**YOUR GOAL**
Could you filter the material and copy every line where the word "University" occurs?
====================
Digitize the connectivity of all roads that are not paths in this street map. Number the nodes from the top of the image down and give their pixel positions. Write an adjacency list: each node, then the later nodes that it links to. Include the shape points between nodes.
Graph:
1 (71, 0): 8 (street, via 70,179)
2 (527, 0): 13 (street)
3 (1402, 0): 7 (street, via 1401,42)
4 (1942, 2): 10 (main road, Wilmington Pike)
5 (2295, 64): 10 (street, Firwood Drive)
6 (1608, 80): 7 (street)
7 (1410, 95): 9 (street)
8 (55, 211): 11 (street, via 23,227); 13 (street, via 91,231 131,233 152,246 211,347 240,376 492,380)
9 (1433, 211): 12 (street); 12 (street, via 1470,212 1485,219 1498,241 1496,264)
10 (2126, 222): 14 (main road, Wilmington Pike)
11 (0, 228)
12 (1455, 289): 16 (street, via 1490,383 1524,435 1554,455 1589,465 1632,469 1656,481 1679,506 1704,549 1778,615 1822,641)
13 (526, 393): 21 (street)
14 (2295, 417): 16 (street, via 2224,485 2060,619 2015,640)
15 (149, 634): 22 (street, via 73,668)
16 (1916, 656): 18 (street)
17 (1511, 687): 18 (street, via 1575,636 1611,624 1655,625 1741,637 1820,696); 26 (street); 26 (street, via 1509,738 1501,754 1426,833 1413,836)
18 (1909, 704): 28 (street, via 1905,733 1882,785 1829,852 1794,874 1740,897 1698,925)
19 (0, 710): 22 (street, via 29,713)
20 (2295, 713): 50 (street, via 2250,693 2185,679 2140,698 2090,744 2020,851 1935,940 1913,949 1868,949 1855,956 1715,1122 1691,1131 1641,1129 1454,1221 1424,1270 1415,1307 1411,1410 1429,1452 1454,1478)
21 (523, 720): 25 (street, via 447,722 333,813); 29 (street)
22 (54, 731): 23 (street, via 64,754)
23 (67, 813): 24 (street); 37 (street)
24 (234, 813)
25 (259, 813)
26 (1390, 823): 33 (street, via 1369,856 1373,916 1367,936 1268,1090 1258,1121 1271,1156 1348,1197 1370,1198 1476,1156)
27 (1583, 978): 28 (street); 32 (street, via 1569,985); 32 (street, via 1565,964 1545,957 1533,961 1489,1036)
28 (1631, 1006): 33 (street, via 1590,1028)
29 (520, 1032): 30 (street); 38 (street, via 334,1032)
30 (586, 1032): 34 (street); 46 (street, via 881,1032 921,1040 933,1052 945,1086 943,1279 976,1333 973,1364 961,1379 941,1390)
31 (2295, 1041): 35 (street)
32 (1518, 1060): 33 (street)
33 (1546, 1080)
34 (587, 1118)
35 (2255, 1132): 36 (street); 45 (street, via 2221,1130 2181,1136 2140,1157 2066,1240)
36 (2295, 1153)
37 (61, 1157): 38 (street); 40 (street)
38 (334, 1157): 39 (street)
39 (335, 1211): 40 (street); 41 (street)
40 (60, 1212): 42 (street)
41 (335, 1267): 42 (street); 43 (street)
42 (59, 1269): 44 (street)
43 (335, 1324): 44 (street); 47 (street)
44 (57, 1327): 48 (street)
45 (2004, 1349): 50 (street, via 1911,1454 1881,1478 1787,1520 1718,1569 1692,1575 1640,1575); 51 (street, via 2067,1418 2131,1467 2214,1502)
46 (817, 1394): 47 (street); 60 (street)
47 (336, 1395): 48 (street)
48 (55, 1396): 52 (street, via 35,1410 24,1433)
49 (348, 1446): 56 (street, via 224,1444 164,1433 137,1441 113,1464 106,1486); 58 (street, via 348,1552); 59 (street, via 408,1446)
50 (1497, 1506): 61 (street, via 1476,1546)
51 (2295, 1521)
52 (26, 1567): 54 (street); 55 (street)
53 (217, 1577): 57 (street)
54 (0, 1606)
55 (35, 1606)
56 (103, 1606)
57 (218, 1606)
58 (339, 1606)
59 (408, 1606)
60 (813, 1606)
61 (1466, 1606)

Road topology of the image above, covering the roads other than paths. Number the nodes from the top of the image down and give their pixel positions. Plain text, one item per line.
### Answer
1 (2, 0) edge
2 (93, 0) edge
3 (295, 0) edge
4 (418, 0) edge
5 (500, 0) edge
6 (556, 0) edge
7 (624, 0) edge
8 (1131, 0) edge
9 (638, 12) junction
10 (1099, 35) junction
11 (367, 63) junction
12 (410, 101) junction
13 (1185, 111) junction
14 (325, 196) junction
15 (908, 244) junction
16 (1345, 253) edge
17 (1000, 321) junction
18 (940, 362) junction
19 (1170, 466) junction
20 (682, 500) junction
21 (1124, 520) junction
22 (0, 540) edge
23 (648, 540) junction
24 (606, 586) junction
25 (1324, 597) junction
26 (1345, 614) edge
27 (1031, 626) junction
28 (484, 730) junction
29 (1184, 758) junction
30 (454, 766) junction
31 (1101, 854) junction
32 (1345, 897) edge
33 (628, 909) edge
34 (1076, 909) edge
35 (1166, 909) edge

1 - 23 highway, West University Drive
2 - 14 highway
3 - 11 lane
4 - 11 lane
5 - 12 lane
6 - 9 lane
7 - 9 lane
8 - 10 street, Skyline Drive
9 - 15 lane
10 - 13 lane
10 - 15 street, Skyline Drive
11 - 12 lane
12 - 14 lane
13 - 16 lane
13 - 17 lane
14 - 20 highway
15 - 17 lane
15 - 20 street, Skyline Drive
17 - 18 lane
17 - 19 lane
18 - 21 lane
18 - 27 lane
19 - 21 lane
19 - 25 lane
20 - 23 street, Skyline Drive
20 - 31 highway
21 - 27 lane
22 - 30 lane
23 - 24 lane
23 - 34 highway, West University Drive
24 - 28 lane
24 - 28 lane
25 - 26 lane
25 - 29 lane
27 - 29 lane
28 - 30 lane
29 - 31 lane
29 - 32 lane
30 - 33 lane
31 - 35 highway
====================
**OUTPUT FOR THIS TASK**
1 - 23 highway, West University Drive
23 - 34 highway, West University Drive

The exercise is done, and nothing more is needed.